Que ce soit « oui » ou « non », les Grecs devront apprendre l’Etat

Le référendum voulu par Tsipras à au moins un immense mérite, celui de mettre enfin en première ligne l’aspect politique de la crise grecque. Obnubilés par les exercices comptables, l’Epicière Berlinoise et ses commis bruxellois avaient passé jusqu’à maintenant cette dimension, pourtant essentielle, par pertes et profits. Surtout pertes, d’ailleurs.

Si la Grèce s’est trouvée aspirée par le vortex d’une dette astronomique, c’est en partie dû au fait que les Grecs ont toujours considéré l’Etat comme un corps étranger. Sous la domination ottomane, l’Etat était tout naturellement considéré comme extérieur au peuple grec. De façon clandestine ou par la révolte ouverte, il fallait donc s’opposer à lui. Après une sanglante guerre d’indépendance et de nombreux essais d’autonomie au sein de l’Empire, la Grèce est devenue officiellement « indépendante » en 1830. Les guillemets s’imposent en effet. Car cette indépendance de façade était un cache-misère. Ou plutôt un cache-dette! Le pays se trouvait alors, non plus sous la coupe des Ottomans mais sous celle de ses « puissance protectrices », la France, la Russie et l’Empire britannique, la Grèce ayant dû leur emprunter à tour de bras pour s’acheter des armes lors de sa lutte contre les Ottomans. Eh oui, la dette publique abyssale, c’est une longue histoire !

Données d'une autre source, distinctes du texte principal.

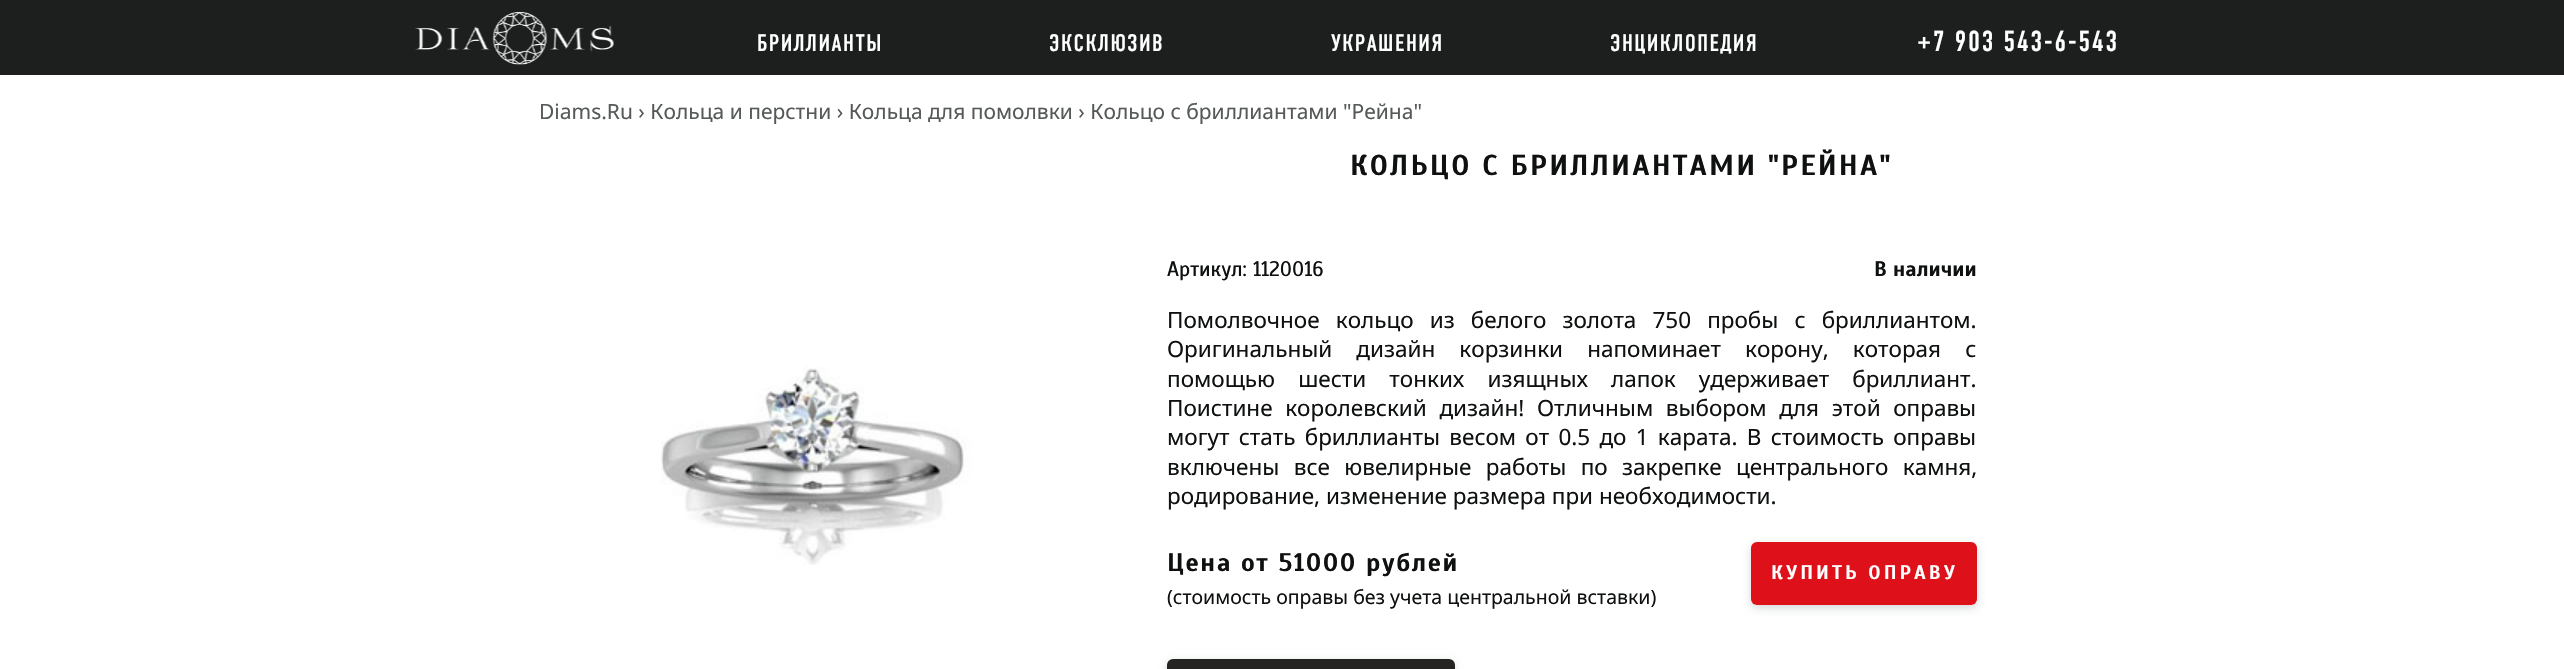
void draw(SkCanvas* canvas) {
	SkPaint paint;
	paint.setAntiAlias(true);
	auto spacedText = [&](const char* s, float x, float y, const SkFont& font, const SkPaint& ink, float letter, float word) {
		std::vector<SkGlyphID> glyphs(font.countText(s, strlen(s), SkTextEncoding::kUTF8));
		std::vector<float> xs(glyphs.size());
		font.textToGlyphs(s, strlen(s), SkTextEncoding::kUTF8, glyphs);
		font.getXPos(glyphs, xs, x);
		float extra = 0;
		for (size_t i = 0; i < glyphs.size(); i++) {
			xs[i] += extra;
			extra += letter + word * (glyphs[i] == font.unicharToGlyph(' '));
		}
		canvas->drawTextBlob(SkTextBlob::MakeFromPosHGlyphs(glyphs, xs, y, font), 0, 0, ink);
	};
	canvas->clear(0xffffffff);
	paint.setColor(0xff1d1f1f);
	canvas->drawRect(SkRect::MakeXYWH(0, 0, 2564, 75), paint);
	canvas->drawImageRect(SkImages::DeferredFromEncodedData(SkData::MakeFromFileName("img1.png")), SkRect::MakeXYWH(415, 12, 199, 53), SkSamplingOptions());
	SkFont f1(fontMgr->matchFamilyStyle("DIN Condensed", SkFontStyle::Normal()), 24);
	f1.setSubpixel(true);
	paint.setColor(0xffffffff);
	spacedText("БРИЛЛИАНТЫ", 757, 51, f1, paint, 1.5, 0);
	spacedText("ЭКСКЛЮЗИВ", 1049, 51, f1, paint, 1.5, 0);
	spacedText("УКРАШЕНИЯ", 1331, 51, f1, paint, 1.5, 0);
	spacedText("ЭНЦИКЛОПЕДИЯ", 1610, 51, f1, paint, 1.5, 0);
	SkFont f2(fontMgr->matchFamilyStyle("DIN Condensed", SkFontStyle::Normal()), 28.75);
	f2.setSubpixel(true);
	spacedText("+7 903 543-6-543", 1917, 51, f2, paint, 1.5, 0);
	SkFont f3(fontMgr->matchFamilyStyle("Noto Sans", SkFontStyle::Normal()), 21);
	f3.setSubpixel(true);
	paint.setColor(0xff565959);
	canvas->drawString("Diams.Ru › Кольца и перстни › Кольца для помолвки › Кольцо с бриллиантами \"Рейна\"", 539, 119, f3, paint);
	SkFont f4(fontMgr->matchFamilyStyle("Scada", SkFontStyle::Bold()), 28.75);
	f4.setSubpixel(true);
	paint.setColor(0xff0f1111);
	spacedText("КОЛЬЦО С БРИЛЛИАНТАМИ \"РЕЙНА\"", 1350, 175, f4, paint, 2.15, 0);
	canvas->drawImageRect(SkImages::DeferredFromEncodedData(SkData::MakeFromFileName("img2.png")), SkRect::MakeXYWH(661, 366, 311, 199), SkSamplingOptions());
	SkFont f5(fontMgr->matchFamilyStyle("Scada", SkFontStyle::Normal()), 21);
	f5.setSubpixel(true);
	canvas->drawString("Артикул: 1120016", 1167, 276, f5, paint);
	SkFont f6(fontMgr->matchFamilyStyle("Scada", SkFontStyle::Bold()), 21);
	f6.setSubpixel(true);
	canvas->drawString("В наличии", 1874, 276, f6, paint);
	SkFont f7(fontMgr->matchFamilyStyle("Noto Sans", SkFontStyle::Normal()), 22.5);
	f7.setSubpixel(true);
	spacedText("Помолвочное кольцо из белого золота 750 пробы с бриллиантом.", 1167, 328, f7, paint, 0, 10.25);
	spacedText("Оригинальный дизайн корзинки напоминает корону, которая с", 1167, 357, f7, paint, 0, 18.25);
	spacedText("помощью шести тонких изящных лапок удерживает бриллиант.", 1167, 387, f7, paint, 0, 17.25);
	spacedText("Поистине королевский дизайн! Отличным выбором для этой оправы", 1167, 416, f7, paint, 0, 6.75);
	spacedText("могут стать бриллианты весом от 0.5 до 1 карата. В стоимость оправы", 1167, 445, f7, paint, 0, 3.4);
	spacedText("включены все ювелирные работы по закрепке центрального камня,", 1167, 475, f7, paint, 0, 8.5);
	canvas->drawString("родирование, изменение размера при необходимости.", 1167, 504, f7, paint);
	SkFont f8(fontMgr->matchFamilyStyle("Scada", SkFontStyle::Bold()), 25.5);
	f8.setSubpixel(true);
	spacedText("Цена от 51000 рублей", 1167, 571, f8, paint, 1.5, 0);
	SkFont f9(fontMgr->matchFamilyStyle("Noto Sans", SkFontStyle::Normal()), 19.5);
	f9.setSubpixel(true);
	canvas->drawString("(стоимость оправы без учета центральной вставки)", 1167, 604, f9, paint);
	paint.setColor(0xffd5d9d9);
	paint.setMaskFilter(SkMaskFilter::MakeBlur(kNormal_SkBlurStyle, 4));
	canvas->drawRoundRect(SkRect::MakeXYWH(1751, 545, 226, 63), 6, 6, paint);
	paint.setMaskFilter(nullptr);
	paint.setColor(0xffde111b);
	canvas->drawRoundRect(SkRect::MakeXYWH(1751, 542, 226, 63), 6, 6, paint);
	SkFont f10(fontMgr->matchFamilyStyle("Scada", SkFontStyle::Bold()), 19.5);
	f10.setSubpixel(true);
	paint.setColor(0xffffffff);
	spacedText("КУПИТЬ ОПРАВУ", 1771, 579, f10, paint, 3, 0);
	paint.setColor(0xffd5d9d9);
	paint.setMaskFilter(SkMaskFilter::MakeBlur(kNormal_SkBlurStyle, 4));
	canvas->drawRoundRect(SkRect::MakeXYWH(1167, 662, 288, 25), 6, 6, paint);
	paint.setMaskFilter(nullptr);
	paint.setColor(0xff262323);
	canvas->drawRoundRect(SkRect::MakeXYWH(1167, 659, 288, 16), 6, 6, paint);
}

Et ce sont ces mêmes puissances qui ont imposé leurs rois aux Grecs. Des rois bien étrangers : le Bavarois Othon 1er, puis le Danois Guillaume. S’il y avait eu un noble inuit sur le marché des couronnes, il ne fait aucun doute que les Grecs en auraient hérité ! Comment incarner l’Etat hellène avec de tels monarques venus du froid ?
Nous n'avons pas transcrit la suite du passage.